# Simple Model: Version 2
Creates a model with some combined features

In [16]:
#Import packages
import pandas as pd
import numpy as np
import os, sys

#Import other files
raw_path = os.path.join('..', 'data', 'raw')
proc_path = os.path.join('..', 'data', 'processed')
sys.path.append(os.path.join('..', 'src'))
from model.Reg_Model import *
from model.Scoring import *
from sklearn.preprocessing import RobustScaler
from sklearn.feature_selection import SelectKBest

%load_ext autoreload
%autoreload 2

The autoreload extension is already loaded.

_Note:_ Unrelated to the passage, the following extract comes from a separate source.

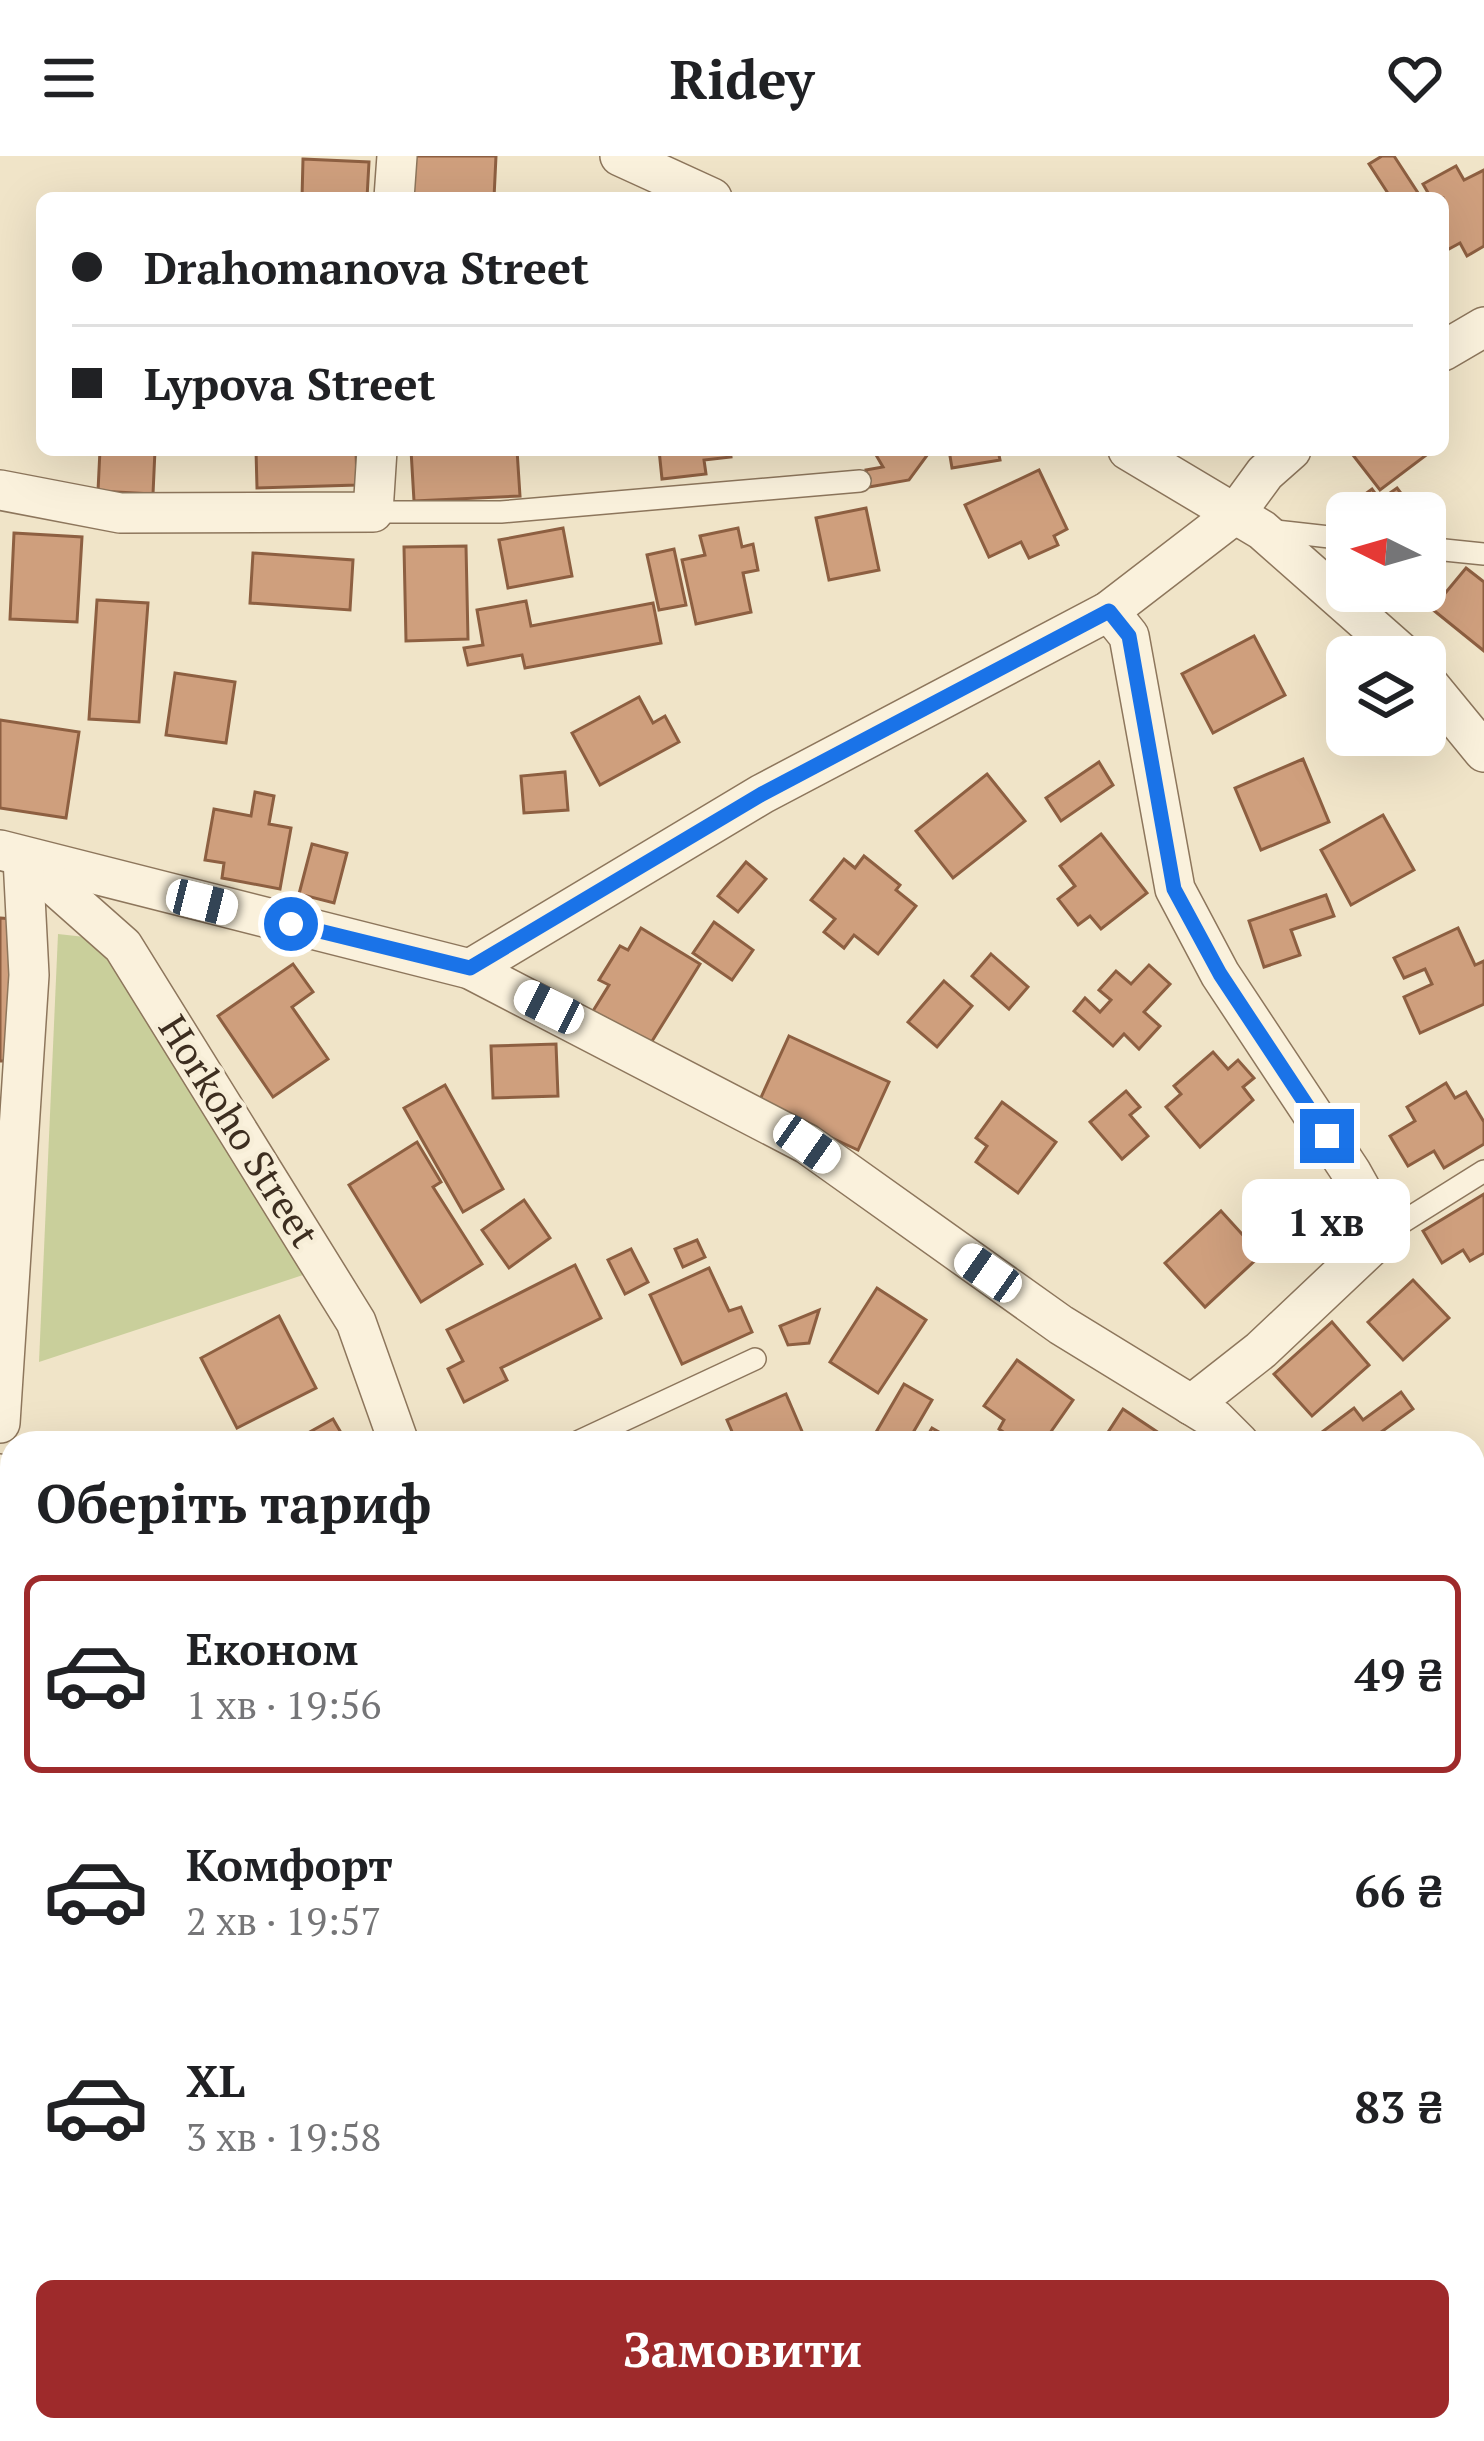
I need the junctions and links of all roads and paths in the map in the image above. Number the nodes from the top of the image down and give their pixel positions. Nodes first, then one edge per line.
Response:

To reload it, use:
  %reload_ext autoreload


In [17]:
#Read in data
ss_v2 = pd.read_csv(os.path.join(proc_path, 'scoring_set_v2.csv'))

# Reads in data
seeds = pd.read_csv(os.path.join(raw_path, 'TourneySeeds.csv'))
slots = pd.read_csv(os.path.join(raw_path, 'TourneySlots.csv'))
results = pd.read_csv(os.path.join(raw_path, 'TourneyCompactResults.csv'))
features = pd.read_csv(os.path.join(proc_path, 'team_features_v2.csv'))

seeds = seeds[seeds['Season']>2003]
slots = slots[slots['Season']>2003]
results = results[results['Season']>2003]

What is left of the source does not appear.